[[ Available data open ]]

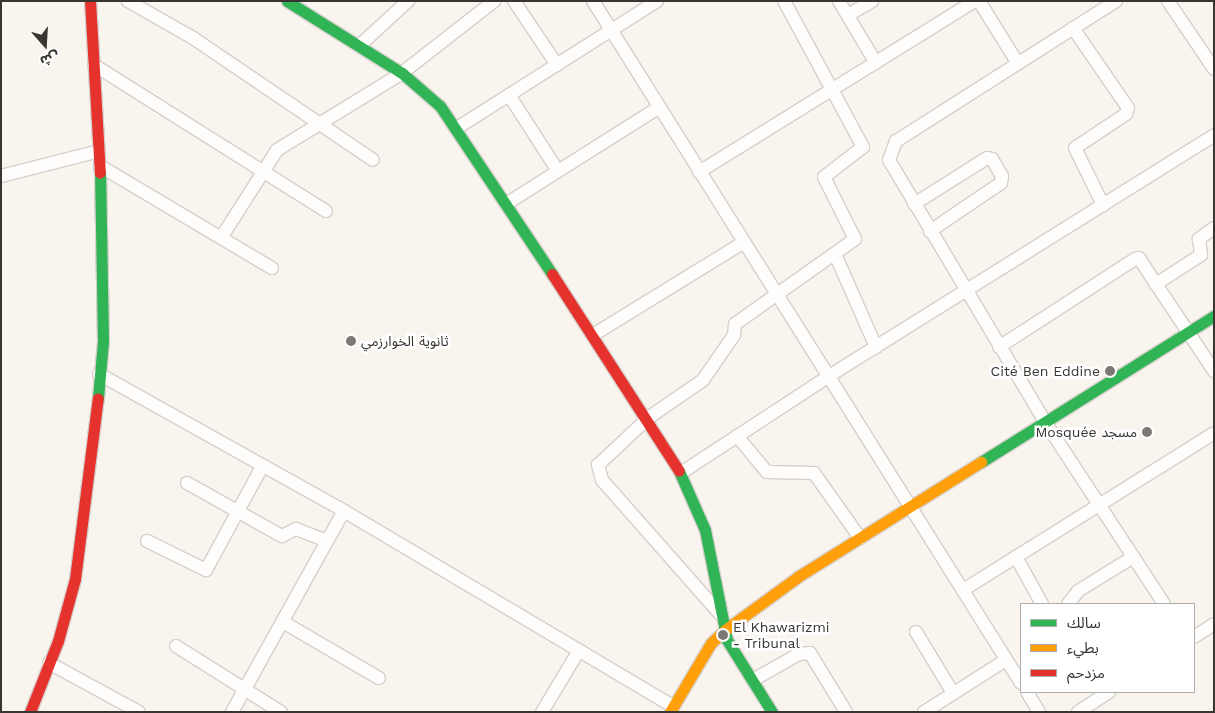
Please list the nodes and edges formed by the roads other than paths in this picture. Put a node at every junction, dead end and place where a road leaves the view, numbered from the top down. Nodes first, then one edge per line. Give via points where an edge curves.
1 (90, 1) edge
2 (128, 1) edge
3 (408, 1) edge
4 (494, 1) edge
5 (514, 1) edge
6 (593, 1) edge
7 (657, 1) edge
8 (784, 1) edge
9 (839, 1) edge
10 (872, 1) edge
11 (1116, 1) edge
12 (1168, 1) edge
13 (289, 2) edge
14 (982, 3) edge
15 (848, 16) junction
16 (1073, 28) junction
17 (610, 32) junction
18 (359, 46) junction
19 (1017, 62) junction
20 (876, 63) junction
21 (94, 65) junction
22 (557, 65) junction
23 (1214, 69) edge
24 (402, 73) junction
25 (832, 90) junction
26 (509, 95) junction
27 (658, 108) junction
28 (319, 123) junction
29 (456, 128) junction
30 (1214, 135) edge
31 (99, 151) junction
32 (374, 160) dead end
33 (100, 166) junction
34 (558, 171) junction
35 (263, 172) junction
36 (699, 172) junction
37 (1, 176) edge
38 (506, 204) junction
39 (914, 204) junction
40 (1103, 205) junction
41 (326, 210) dead end
42 (1214, 228) edge
43 (930, 231) junction
44 (221, 238) junction
45 (744, 242) junction
46 (835, 254) junction
47 (272, 268) dead end
48 (1156, 284) junction
49 (966, 292) junction
50 (776, 293) junction
51 (1214, 316) edge
52 (1214, 328) edge
53 (594, 336) junction
54 (1192, 336) junction
55 (876, 347) junction
56 (999, 347) junction
57 (1214, 371) edge
58 (99, 374) junction
59 (829, 376) junction
60 (648, 418) junction
61 (1049, 427) junction
62 (1214, 433) edge
63 (737, 436) junction
64 (263, 465) junction
65 (681, 473) junction
66 (188, 483) dead end
67 (1099, 506) junction
68 (344, 510) junction
69 (914, 511) junction
70 (239, 512) junction
71 (860, 538) junction
72 (147, 541) dead end
73 (327, 541) junction
74 (1133, 557) junction
75 (1016, 558) junction
76 (962, 590) junction
77 (1041, 603) edge
78 (1069, 603) edge
79 (1163, 603) edge
80 (721, 615) junction
81 (283, 622) junction
82 (1214, 624) edge
83 (916, 632) dead end
84 (726, 635) junction
85 (1195, 636) edge
86 (176, 646) dead end
87 (578, 652) junction
88 (1006, 660) junction
89 (49, 663) junction
90 (379, 678) dead end
91 (752, 680) junction
92 (1020, 682) edge
93 (245, 687) junction
94 (953, 693) junction
95 (1027, 693) edge
96 (1107, 693) edge
97 (675, 710) edge
98 (30, 712) edge
99 (138, 712) edge
100 (232, 712) edge
101 (281, 712) edge
102 (542, 712) edge
103 (772, 712) edge
104 (846, 712) edge
105 (924, 712) edge
106 (1039, 712) edge
107 (1078, 712) edge

1 - 21 main road
2 - 28 street via 194,38
3 - 18 street
4 - 24 street
5 - 22 street
6 - 17 street
7 - 17 street
8 - 25 street
9 - 15 street
10 - 15 street
11 - 16 street
12 - 23 street
13 - 18 main road
14 - 19 street
14 - 20 street
15 - 20 street
16 - 19 street
16 - 40 street via 1128,108 1126,114 1076,148
17 - 22 street
17 - 27 street
18 - 24 main road
19 - 39 street via 896,141 889,160
20 - 25 street
21 - 31 main road
21 - 35 street
22 - 26 street
24 - 28 street
24 - 29 main road via 440,106
25 - 36 street
25 - 46 street via 863,148 824,174 855,239
26 - 29 street
26 - 34 street
27 - 34 street
27 - 36 street
28 - 32 street
28 - 35 street via 277,150
29 - 38 main road
30 - 40 street
31 - 33 main road
31 - 37 street
33 - 44 street
33 - 58 main road via 104,312
34 - 38 street
35 - 41 street
35 - 44 street
36 - 45 street
38 - 53 main road
39 - 43 street
39 - 43 street via 987,158 992,159 1002,176 1001,183
40 - 49 street
42 - 48 street via 1199,239 1201,255
43 - 49 street
44 - 47 street
45 - 50 street
45 - 53 street
46 - 50 street
46 - 55 street
48 - 54 street
48 - 56 street via 1139,258 1135,259
49 - 55 street
49 - 56 street
50 - 59 street
50 - 60 street via 735,324 734,335 703,380
51 - 54 main road
52 - 54 main road
53 - 60 main road
54 - 57 street
54 - 61 main road
55 - 59 street
56 - 61 street
58 - 64 street
58 - 89 main road via 92,462 75,579
59 - 63 street
59 - 69 street
60 - 65 main road
60 - 80 street via 598,465 599,474
61 - 67 street
61 - 69 main road
62 - 67 street
63 - 65 street
63 - 71 street via 767,472 814,473
64 - 68 street
64 - 70 street
65 - 80 main road via 705,530
66 - 70 street
67 - 74 street
67 - 75 street
68 - 73 street
68 - 87 street
69 - 71 main road
69 - 76 street
69 - 84 main road
70 - 72 street via 203,571
70 - 73 street via 282,536 296,529
71 - 84 main road
73 - 81 street
74 - 78 street via 1078,591
74 - 79 street
75 - 76 street
75 - 77 street
76 - 88 street
80 - 84 main road
81 - 90 street
81 - 93 street
82 - 85 street
83 - 94 street
84 - 91 main road
84 - 97 main road via 711,644
86 - 93 street
87 - 97 street
87 - 102 street
88 - 92 street
88 - 94 street
89 - 98 main road
89 - 99 street
91 - 103 main road
91 - 104 street via 799,654 810,652
93 - 100 street
93 - 101 street
94 - 105 street
95 - 106 street
96 - 107 street

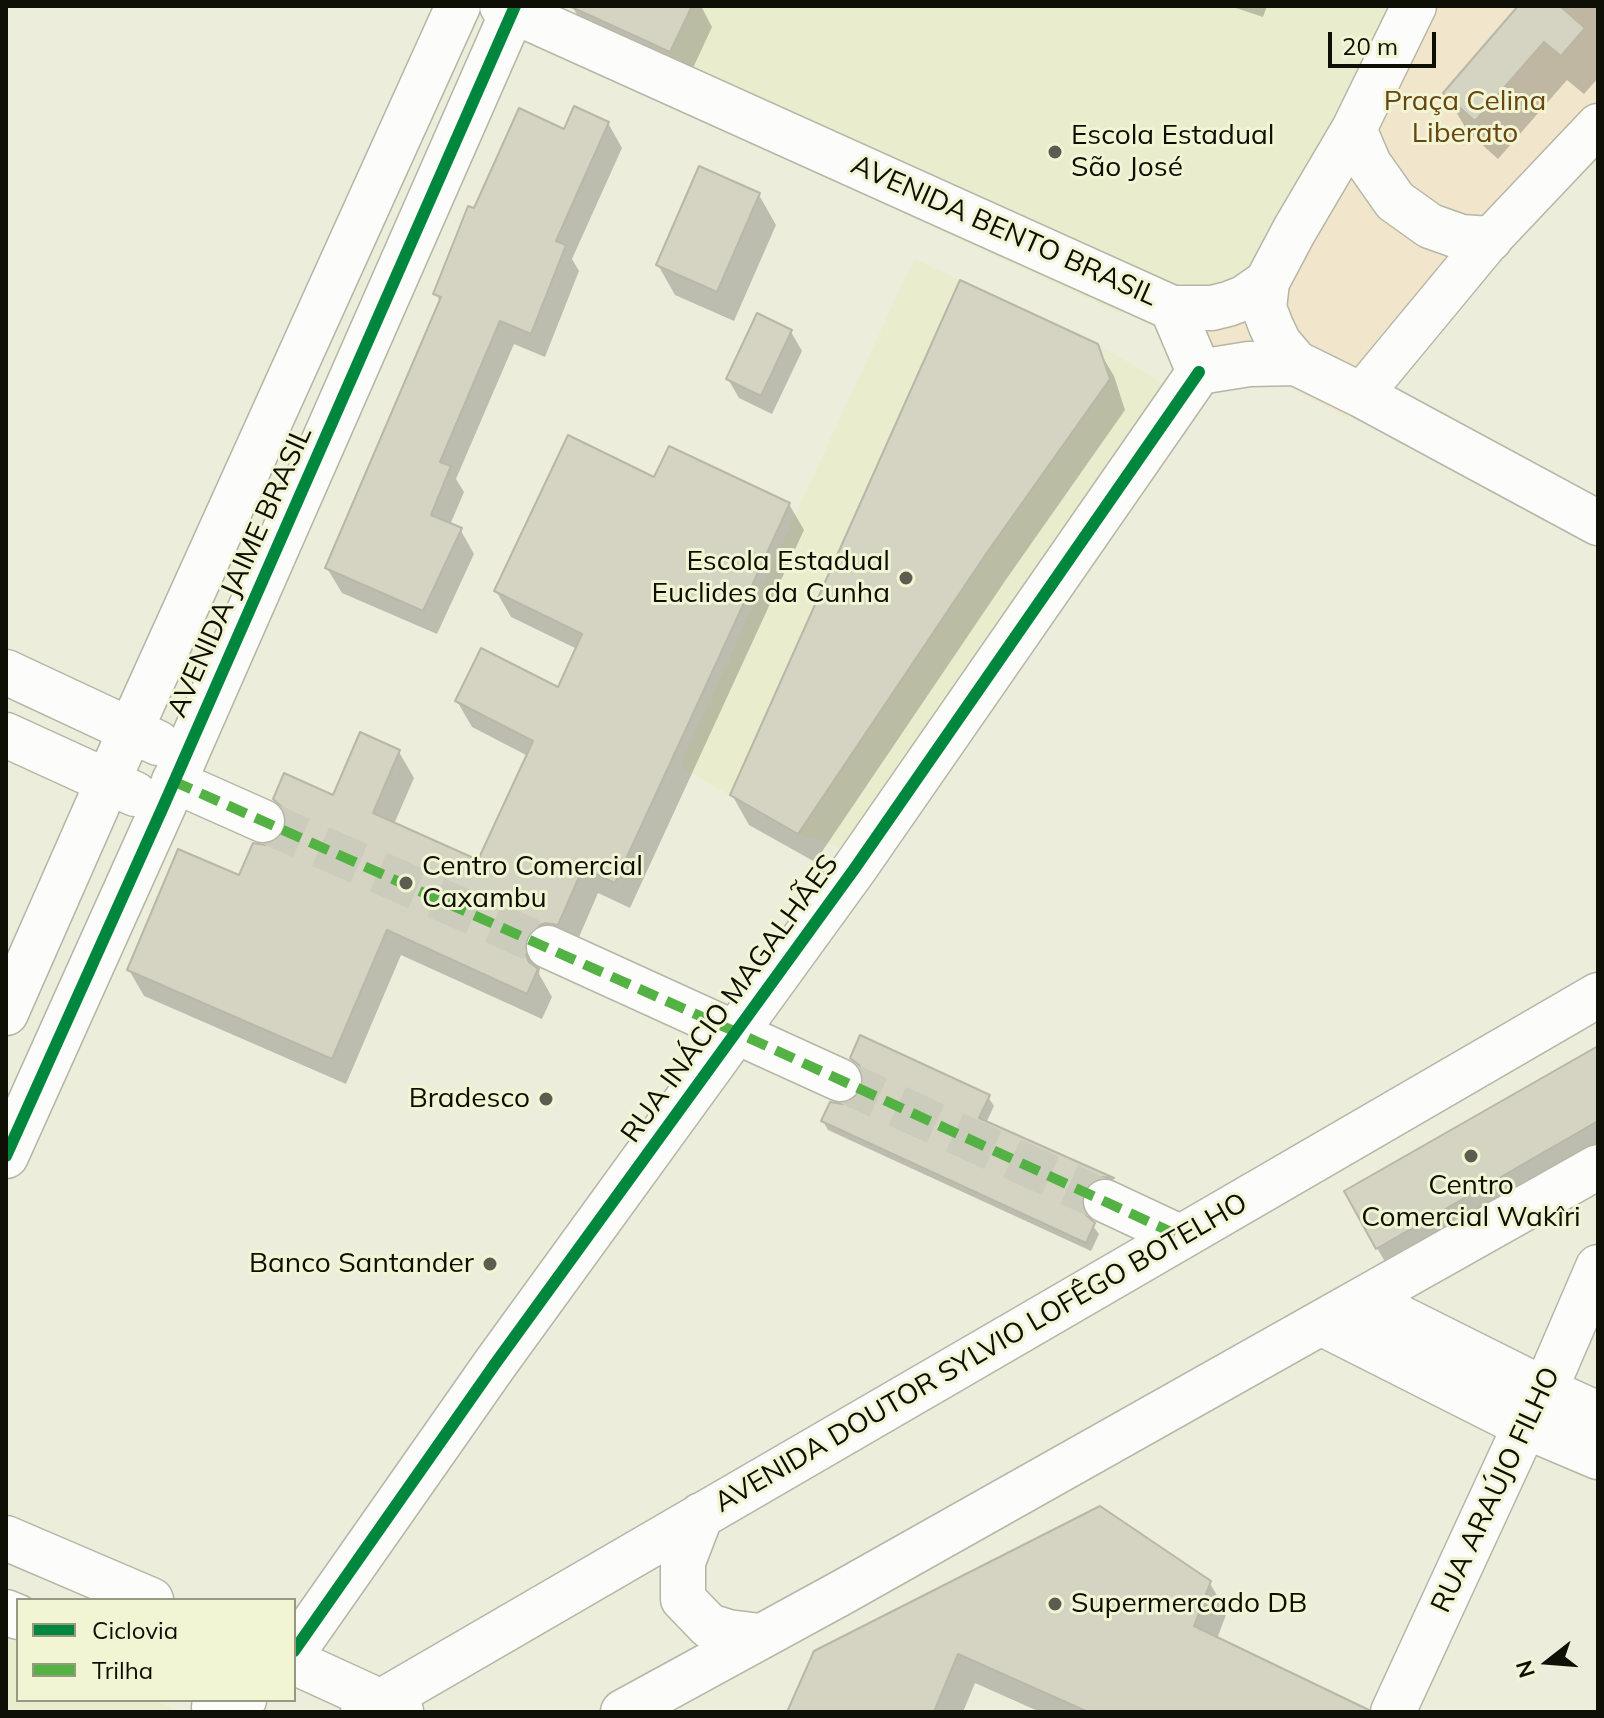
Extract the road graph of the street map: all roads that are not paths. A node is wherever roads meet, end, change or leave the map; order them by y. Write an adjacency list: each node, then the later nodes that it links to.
1 (458, 6): 14 (street, AVENIDA JAIME BRASIL)
2 (1414, 6): 5 (street)
3 (510, 8): 8 (street, AVENIDA BENTO BRASIL); 17 (street, AVENIDA JAIME BRASIL)
4 (1598, 125): 6 (street)
5 (1354, 129): 6 (street); 7 (street)
6 (1490, 239): 11 (street)
7 (1267, 282): 8 (street); 9 (street)
8 (1172, 308): 10 (street, AVENIDA BENTO BRASIL)
9 (1296, 363): 10 (street); 11 (street)
10 (1199, 372): 22 (street, RUA INÁCIO MAGALHÃES)
11 (1361, 395): 12 (street)
12 (1598, 523)
13 (6, 672): 14 (street)
14 (131, 729): 16 (street, AVENIDA JAIME BRASIL); 17 (street)
15 (6, 735): 16 (street)
16 (108, 781): 17 (street); 21 (street, AVENIDA JAIME BRASIL)
17 (174, 782): 18 (street); 24 (street, AVENIDA JAIME BRASIL)
18 (263, 821)
19 (548, 947): 22 (street)
20 (1598, 995): 27 (street, AVENIDA DOUTOR SYLVIO LOFÊGO BOTELHO)
21 (6, 1013)
22 (736, 1032): 23 (street); 38 (street, RUA INÁCIO MAGALHÃES)
23 (840, 1080)
24 (6, 1156)
25 (1598, 1167): 29 (street)
26 (1105, 1201): 27 (street)
27 (1182, 1237): 34 (street, AVENIDA DOUTOR SYLVIO LOFÊGO BOTELHO)
28 (1598, 1267): 31 (street, RUA ARAÚJO FILHO)
29 (1363, 1299): 30 (street); 31 (street)
30 (1321, 1323): 31 (street); 37 (street)
31 (1535, 1408): 32 (street); 33 (street); 42 (street, RUA ARAÚJO FILHO)
32 (1598, 1414)
33 (1598, 1457)
34 (701, 1515): 37 (street); 40 (street, AVENIDA DOUTOR SYLVIO LOFÊGO BOTELHO)
35 (6, 1538): 36 (street)
36 (146, 1598)
37 (760, 1636): 41 (street)
38 (296, 1648)
39 (296, 1663): 40 (street)
40 (382, 1708)
41 (623, 1712)
42 (1393, 1712)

[[ Available data closed ]]

The answer must restate each entry word for word and contain no images.

Please list the nodes and edges formed by the roads other than paths in this picture. Put a node at every junction, dead end and place where a road leaves the view, numbered from the top down. Nodes first, then one edge per line. Give via points where an edge curves.
1 (90, 1) edge
2 (128, 1) edge
3 (408, 1) edge
4 (494, 1) edge
5 (514, 1) edge
6 (593, 1) edge
7 (657, 1) edge
8 (784, 1) edge
9 (839, 1) edge
10 (872, 1) edge
11 (1116, 1) edge
12 (1168, 1) edge
13 (289, 2) edge
14 (982, 3) edge
15 (848, 16) junction
16 (1073, 28) junction
17 (610, 32) junction
18 (359, 46) junction
19 (1017, 62) junction
20 (876, 63) junction
21 (94, 65) junction
22 (557, 65) junction
23 (1214, 69) edge
24 (402, 73) junction
25 (832, 90) junction
26 (509, 95) junction
27 (658, 108) junction
28 (319, 123) junction
29 (456, 128) junction
30 (1214, 135) edge
31 (99, 151) junction
32 (374, 160) dead end
33 (100, 166) junction
34 (558, 171) junction
35 (263, 172) junction
36 (699, 172) junction
37 (1, 176) edge
38 (506, 204) junction
39 (914, 204) junction
40 (1103, 205) junction
41 (326, 210) dead end
42 (1214, 228) edge
43 (930, 231) junction
44 (221, 238) junction
45 (744, 242) junction
46 (835, 254) junction
47 (272, 268) dead end
48 (1156, 284) junction
49 (966, 292) junction
50 (776, 293) junction
51 (1214, 316) edge
52 (1214, 328) edge
53 (594, 336) junction
54 (1192, 336) junction
55 (876, 347) junction
56 (999, 347) junction
57 (1214, 371) edge
58 (99, 374) junction
59 (829, 376) junction
60 (648, 418) junction
61 (1049, 427) junction
62 (1214, 433) edge
63 (737, 436) junction
64 (263, 465) junction
65 (681, 473) junction
66 (188, 483) dead end
67 (1099, 506) junction
68 (344, 510) junction
69 (914, 511) junction
70 (239, 512) junction
71 (860, 538) junction
72 (147, 541) dead end
73 (327, 541) junction
74 (1133, 557) junction
75 (1016, 558) junction
76 (962, 590) junction
77 (1041, 603) edge
78 (1069, 603) edge
79 (1163, 603) edge
80 (721, 615) junction
81 (283, 622) junction
82 (1214, 624) edge
83 (916, 632) dead end
84 (726, 635) junction
85 (1195, 636) edge
86 (176, 646) dead end
87 (578, 652) junction
88 (1006, 660) junction
89 (49, 663) junction
90 (379, 678) dead end
91 (752, 680) junction
92 (1020, 682) edge
93 (245, 687) junction
94 (953, 693) junction
95 (1027, 693) edge
96 (1107, 693) edge
97 (675, 710) edge
98 (30, 712) edge
99 (138, 712) edge
100 (232, 712) edge
101 (281, 712) edge
102 (542, 712) edge
103 (772, 712) edge
104 (846, 712) edge
105 (924, 712) edge
106 (1039, 712) edge
107 (1078, 712) edge

1 - 21 main road
2 - 28 street via 194,38
3 - 18 street
4 - 24 street
5 - 22 street
6 - 17 street
7 - 17 street
8 - 25 street
9 - 15 street
10 - 15 street
11 - 16 street
12 - 23 street
13 - 18 main road
14 - 19 street
14 - 20 street
15 - 20 street
16 - 19 street
16 - 40 street via 1128,108 1126,114 1076,148
17 - 22 street
17 - 27 street
18 - 24 main road
19 - 39 street via 896,141 889,160
20 - 25 street
21 - 31 main road
21 - 35 street
22 - 26 street
24 - 28 street
24 - 29 main road via 440,106
25 - 36 street
25 - 46 street via 863,148 824,174 855,239
26 - 29 street
26 - 34 street
27 - 34 street
27 - 36 street
28 - 32 street
28 - 35 street via 277,150
29 - 38 main road
30 - 40 street
31 - 33 main road
31 - 37 street
33 - 44 street
33 - 58 main road via 104,312
34 - 38 street
35 - 41 street
35 - 44 street
36 - 45 street
38 - 53 main road
39 - 43 street
39 - 43 street via 987,158 992,159 1002,176 1001,183
40 - 49 street
42 - 48 street via 1199,239 1201,255
43 - 49 street
44 - 47 street
45 - 50 street
45 - 53 street
46 - 50 street
46 - 55 street
48 - 54 street
48 - 56 street via 1139,258 1135,259
49 - 55 street
49 - 56 street
50 - 59 street
50 - 60 street via 735,324 734,335 703,380
51 - 54 main road
52 - 54 main road
53 - 60 main road
54 - 57 street
54 - 61 main road
55 - 59 street
56 - 61 street
58 - 64 street
58 - 89 main road via 92,462 75,579
59 - 63 street
59 - 69 street
60 - 65 main road
60 - 80 street via 598,465 599,474
61 - 67 street
61 - 69 main road
62 - 67 street
63 - 65 street
63 - 71 street via 767,472 814,473
64 - 68 street
64 - 70 street
65 - 80 main road via 705,530
66 - 70 street
67 - 74 street
67 - 75 street
68 - 73 street
68 - 87 street
69 - 71 main road
69 - 76 street
69 - 84 main road
70 - 72 street via 203,571
70 - 73 street via 282,536 296,529
71 - 84 main road
73 - 81 street
74 - 78 street via 1078,591
74 - 79 street
75 - 76 street
75 - 77 street
76 - 88 street
80 - 84 main road
81 - 90 street
81 - 93 street
82 - 85 street
83 - 94 street
84 - 91 main road
84 - 97 main road via 711,644
86 - 93 street
87 - 97 street
87 - 102 street
88 - 92 street
88 - 94 street
89 - 98 main road
89 - 99 street
91 - 103 main road
91 - 104 street via 799,654 810,652
93 - 100 street
93 - 101 street
94 - 105 street
95 - 106 street
96 - 107 street

Extract the road graph of the street map: all roads that are not paths. A node is wherever roads meet, end, change or leave the map; order them by y. Write an adjacency list: each node, then the later nodes that it links to.
1 (458, 6): 14 (street, AVENIDA JAIME BRASIL)
2 (1414, 6): 5 (street)
3 (510, 8): 8 (street, AVENIDA BENTO BRASIL); 17 (street, AVENIDA JAIME BRASIL)
4 (1598, 125): 6 (street)
5 (1354, 129): 6 (street); 7 (street)
6 (1490, 239): 11 (street)
7 (1267, 282): 8 (street); 9 (street)
8 (1172, 308): 10 (street, AVENIDA BENTO BRASIL)
9 (1296, 363): 10 (street); 11 (street)
10 (1199, 372): 22 (street, RUA INÁCIO MAGALHÃES)
11 (1361, 395): 12 (street)
12 (1598, 523)
13 (6, 672): 14 (street)
14 (131, 729): 16 (street, AVENIDA JAIME BRASIL); 17 (street)
15 (6, 735): 16 (street)
16 (108, 781): 17 (street); 21 (street, AVENIDA JAIME BRASIL)
17 (174, 782): 18 (street); 24 (street, AVENIDA JAIME BRASIL)
18 (263, 821)
19 (548, 947): 22 (street)
20 (1598, 995): 27 (street, AVENIDA DOUTOR SYLVIO LOFÊGO BOTELHO)
21 (6, 1013)
22 (736, 1032): 23 (street); 38 (street, RUA INÁCIO MAGALHÃES)
23 (840, 1080)
24 (6, 1156)
25 (1598, 1167): 29 (street)
26 (1105, 1201): 27 (street)
27 (1182, 1237): 34 (street, AVENIDA DOUTOR SYLVIO LOFÊGO BOTELHO)
28 (1598, 1267): 31 (street, RUA ARAÚJO FILHO)
29 (1363, 1299): 30 (street); 31 (street)
30 (1321, 1323): 31 (street); 37 (street)
31 (1535, 1408): 32 (street); 33 (street); 42 (street, RUA ARAÚJO FILHO)
32 (1598, 1414)
33 (1598, 1457)
34 (701, 1515): 37 (street); 40 (street, AVENIDA DOUTOR SYLVIO LOFÊGO BOTELHO)
35 (6, 1538): 36 (street)
36 (146, 1598)
37 (760, 1636): 41 (street)
38 (296, 1648)
39 (296, 1663): 40 (street)
40 (382, 1708)
41 (623, 1712)
42 (1393, 1712)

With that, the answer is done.